Using regular expressions to match content - 8.0

Talend Data Preparation User Guide

Version
8.0
Language
English
Product
Talend Big Data
Talend Big Data Platform
Talend Data Fabric
Talend Data Integration
Talend Data Management Platform
Talend Data Services Platform
Talend ESB
Talend MDM Platform
Talend Real-Time Big Data Platform
Module
Talend Data Preparation
Content
Data Quality and Preparation > Cleansing data
Last publication date
2024-03-26

Regular expressions can be used to search for a specific pattern among your data and isolate values that you are interested in.

This scenario takes the example of someone working on a dataset that lists information about books, including their ISBN numbers. Using Talend Data Preparation, it is possible to check if the ISBN are valid, and follow the right pattern.

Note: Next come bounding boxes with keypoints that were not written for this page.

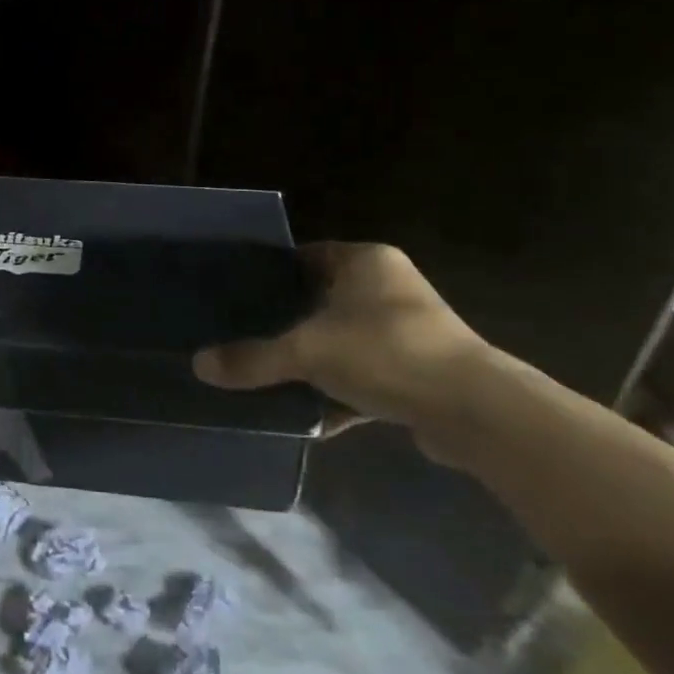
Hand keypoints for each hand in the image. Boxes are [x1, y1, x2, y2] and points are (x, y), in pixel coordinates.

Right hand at [193, 242, 493, 460]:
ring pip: (344, 340)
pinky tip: (312, 418)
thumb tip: (198, 365)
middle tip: (246, 336)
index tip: (239, 294)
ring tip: (272, 376)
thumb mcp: (308, 352)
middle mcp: (389, 287)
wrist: (475, 413)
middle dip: (289, 322)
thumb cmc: (386, 353)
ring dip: (316, 361)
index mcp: (366, 261)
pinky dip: (342, 394)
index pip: (306, 255)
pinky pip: (367, 376)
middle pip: (323, 299)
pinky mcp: (421, 372)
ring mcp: (409, 330)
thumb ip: (253, 359)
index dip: (272, 273)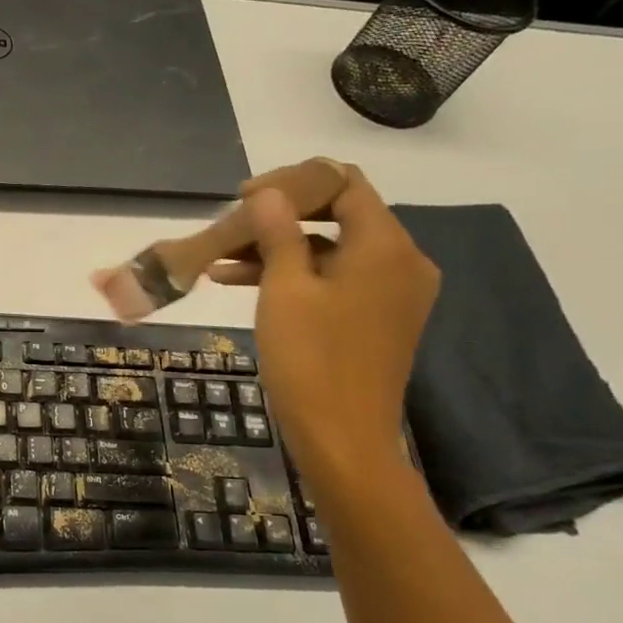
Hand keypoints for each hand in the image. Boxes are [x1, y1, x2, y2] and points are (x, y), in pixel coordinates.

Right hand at [211, 168, 436, 480]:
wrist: (343, 439)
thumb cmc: (311, 360)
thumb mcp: (285, 290)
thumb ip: (279, 233)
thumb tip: (269, 193)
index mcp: (384, 246)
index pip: (343, 184)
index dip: (292, 182)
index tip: (243, 198)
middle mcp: (401, 261)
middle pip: (338, 215)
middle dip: (280, 217)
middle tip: (229, 227)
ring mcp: (393, 292)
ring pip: (332, 249)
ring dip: (280, 248)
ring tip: (221, 258)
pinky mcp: (379, 318)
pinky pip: (337, 279)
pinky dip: (296, 275)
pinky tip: (243, 282)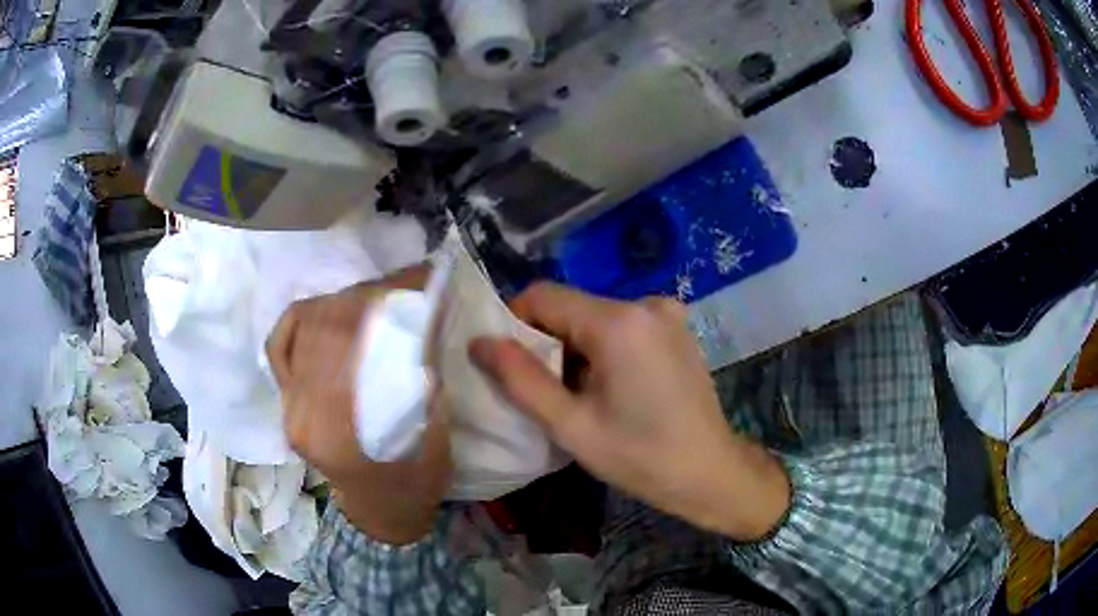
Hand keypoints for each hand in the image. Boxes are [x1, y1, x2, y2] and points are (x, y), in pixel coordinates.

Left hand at [266, 265, 451, 545]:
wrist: (381, 511)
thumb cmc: (414, 483)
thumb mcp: (434, 435)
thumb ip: (424, 375)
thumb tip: (425, 313)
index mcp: (339, 429)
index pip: (352, 341)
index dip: (385, 300)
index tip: (418, 279)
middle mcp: (301, 412)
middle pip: (325, 328)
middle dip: (367, 296)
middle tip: (404, 285)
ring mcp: (288, 406)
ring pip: (303, 327)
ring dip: (342, 302)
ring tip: (373, 299)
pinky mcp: (285, 401)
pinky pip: (281, 344)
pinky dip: (304, 318)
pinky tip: (329, 312)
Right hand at [469, 283, 789, 540]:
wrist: (710, 472)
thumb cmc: (640, 456)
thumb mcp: (571, 425)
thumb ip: (520, 380)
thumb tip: (479, 342)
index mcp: (618, 322)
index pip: (543, 296)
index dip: (514, 322)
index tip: (507, 362)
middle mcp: (645, 303)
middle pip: (571, 306)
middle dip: (547, 342)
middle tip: (545, 390)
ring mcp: (666, 313)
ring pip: (595, 317)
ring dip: (575, 348)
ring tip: (580, 396)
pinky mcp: (677, 328)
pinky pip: (623, 326)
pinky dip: (604, 348)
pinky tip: (613, 388)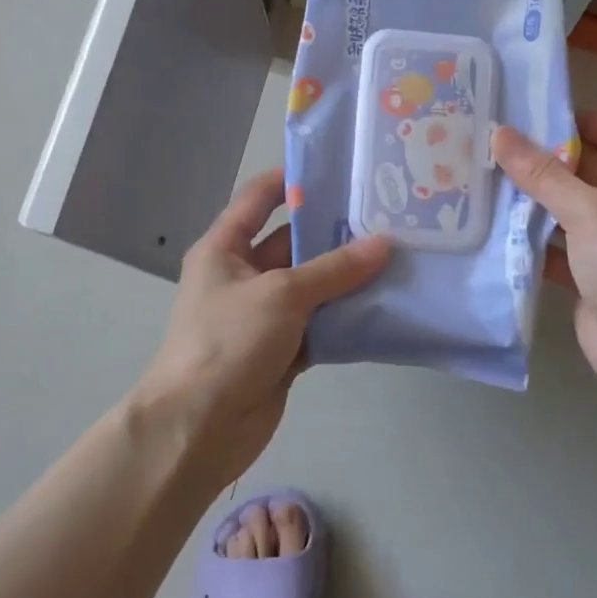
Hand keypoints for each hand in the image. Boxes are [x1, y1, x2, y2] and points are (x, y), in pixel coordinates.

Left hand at [136, 169, 390, 488]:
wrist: (199, 427)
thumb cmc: (228, 342)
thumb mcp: (281, 294)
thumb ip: (334, 269)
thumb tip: (384, 244)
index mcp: (225, 248)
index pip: (258, 199)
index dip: (293, 180)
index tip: (340, 169)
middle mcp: (243, 276)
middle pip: (293, 243)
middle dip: (334, 232)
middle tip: (386, 216)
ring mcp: (263, 315)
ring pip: (311, 286)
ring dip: (346, 278)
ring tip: (397, 256)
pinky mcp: (281, 350)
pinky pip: (319, 324)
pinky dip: (345, 318)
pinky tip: (384, 305)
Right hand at [493, 112, 596, 400]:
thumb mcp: (588, 210)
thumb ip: (543, 174)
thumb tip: (499, 134)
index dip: (586, 122)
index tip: (540, 118)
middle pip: (591, 171)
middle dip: (550, 160)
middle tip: (502, 145)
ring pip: (570, 210)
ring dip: (536, 198)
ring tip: (490, 178)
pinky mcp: (590, 275)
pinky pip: (557, 245)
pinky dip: (532, 237)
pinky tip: (497, 226)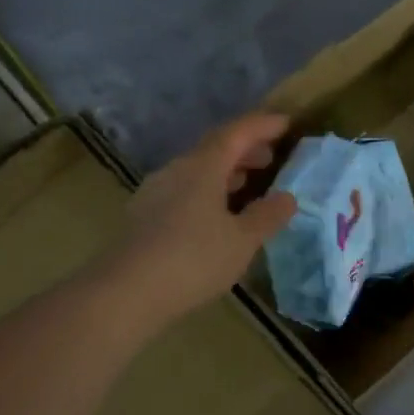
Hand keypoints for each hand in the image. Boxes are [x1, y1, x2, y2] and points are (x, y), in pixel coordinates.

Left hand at [103, 113, 297, 326]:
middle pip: (214, 148)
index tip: (286, 123)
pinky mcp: (144, 215)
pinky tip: (215, 215)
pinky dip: (207, 191)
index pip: (236, 133)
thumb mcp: (242, 240)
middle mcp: (176, 170)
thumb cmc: (193, 259)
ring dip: (225, 172)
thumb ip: (267, 216)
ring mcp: (155, 192)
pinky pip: (183, 190)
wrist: (126, 292)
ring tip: (247, 184)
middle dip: (244, 149)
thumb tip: (287, 197)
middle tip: (270, 157)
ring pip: (197, 170)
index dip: (262, 125)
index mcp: (203, 167)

With the Matches Pattern function, you can compare your data with an expression of your choice.

Procedure

  1. Click the ISBN column to select its content.
  2. In the functions list, find and select Matches Pattern....

    A menu opens where you can enter the pattern for your search.

  3. In the Pattern field, select other from the drop-down list.
  4. Click the button on the left side of the Manual pattern field and select RegEx from the list.
  5. In the Manual pattern field, type ^[ISBN]{4}[ ]{0,1}[0-9]{1}[-]{1}[0-9]{3}[-]{1}[0-9]{5}[-]{1}[0-9]{0,1}$.

    This regular expression corresponds to the ISBN number model that you want to identify in your dataset.

  6. Click Submit.

    A new column ISBN_MATCHING is created, where the values that match the pattern defined by the regular expression, are listed a true. The values that do not match are listed as false.

Results

After using a regular expression to search for a specific pattern, you can now easily identify and isolate the values that match your search.